Right now I'm very pressed for time, but I'm putting my test rig at
http://ricardo.ecn.wfu.edu/~cottrell/testing/test-gretl.tar.xz
so anyone can take a look. It exercises almost 20000 scripts; the
testing mechanism utilizes "make" and shell scripts. Each directory
contains "output" and "newout" subdirectories. The basic idea is that
"make" in a given directory will populate the "newout" directory with
output files, then run a "diff" on newout vs "output" (besides reporting
any failures). So "output" is supposed to contain "known good" results.
You can run everything by typing "make test-all" in the top-level
directory. This may take a while; it will produce a composite diff of
all new output against all previous output.
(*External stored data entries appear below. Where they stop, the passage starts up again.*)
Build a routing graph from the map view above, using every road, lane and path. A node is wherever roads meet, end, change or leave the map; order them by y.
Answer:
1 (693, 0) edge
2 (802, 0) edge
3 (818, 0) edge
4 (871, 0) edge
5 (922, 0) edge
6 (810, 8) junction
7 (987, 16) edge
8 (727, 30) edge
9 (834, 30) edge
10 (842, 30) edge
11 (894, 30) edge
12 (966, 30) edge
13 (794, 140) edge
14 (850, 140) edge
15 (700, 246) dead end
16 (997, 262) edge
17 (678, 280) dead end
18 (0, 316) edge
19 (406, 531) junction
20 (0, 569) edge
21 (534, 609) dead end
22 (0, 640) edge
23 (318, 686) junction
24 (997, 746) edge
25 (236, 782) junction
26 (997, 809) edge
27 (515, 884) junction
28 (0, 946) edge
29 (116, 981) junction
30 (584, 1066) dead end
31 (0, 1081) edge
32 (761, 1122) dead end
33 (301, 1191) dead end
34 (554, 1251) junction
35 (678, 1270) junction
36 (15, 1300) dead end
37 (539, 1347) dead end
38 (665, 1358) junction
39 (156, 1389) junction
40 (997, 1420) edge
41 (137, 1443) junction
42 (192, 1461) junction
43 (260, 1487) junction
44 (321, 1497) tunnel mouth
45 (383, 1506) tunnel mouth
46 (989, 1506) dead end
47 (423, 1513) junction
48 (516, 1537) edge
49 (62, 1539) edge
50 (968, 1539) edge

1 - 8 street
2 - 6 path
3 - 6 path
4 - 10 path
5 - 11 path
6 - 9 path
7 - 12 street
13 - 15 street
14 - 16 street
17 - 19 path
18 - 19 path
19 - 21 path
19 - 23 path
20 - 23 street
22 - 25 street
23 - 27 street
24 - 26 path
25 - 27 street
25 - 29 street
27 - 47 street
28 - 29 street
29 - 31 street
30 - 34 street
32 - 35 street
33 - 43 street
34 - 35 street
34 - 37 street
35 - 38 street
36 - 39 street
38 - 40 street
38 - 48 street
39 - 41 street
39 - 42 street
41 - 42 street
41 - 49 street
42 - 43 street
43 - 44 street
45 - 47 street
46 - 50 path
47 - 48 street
Anyone running this on their own system should first go into the "bin"
directory (under "test-gretl") and edit the file named "sitevars".
This setup still must be done/checked. Path to gretl and libgretl. After this, it should be fine for any (Linux) user.
Attached is a diff of my files vs Allin's.
(There are obvious differences in R and Octave because of missing libraries, and missing files, and applications)
My system is Linux CentOS 7.
I don't know if the "baseline" outputs do match the released 2016a (I suspect not).
These are the changes I have done:
Force running Gretl in English.
After Gretl "newout" has been created those files are edited, so that all user ($HOME and test-gretl) paths are replaced to simulate "output" original files.
TODO: Remove inconsistent paths, on Allin's original "output" files preparation (make new).
Try to not compare with "output", when applications are not installed (Stata, OX, ...)
Obtain system info (kind of benchmarking, or performance factoring)
Should we also do the NIST tests?
There is a test that creates two Gnuplot plots, maybe they should have output to PNG.
When I tested in Portuguese, there were warnings on strings max length (need tests for all languages).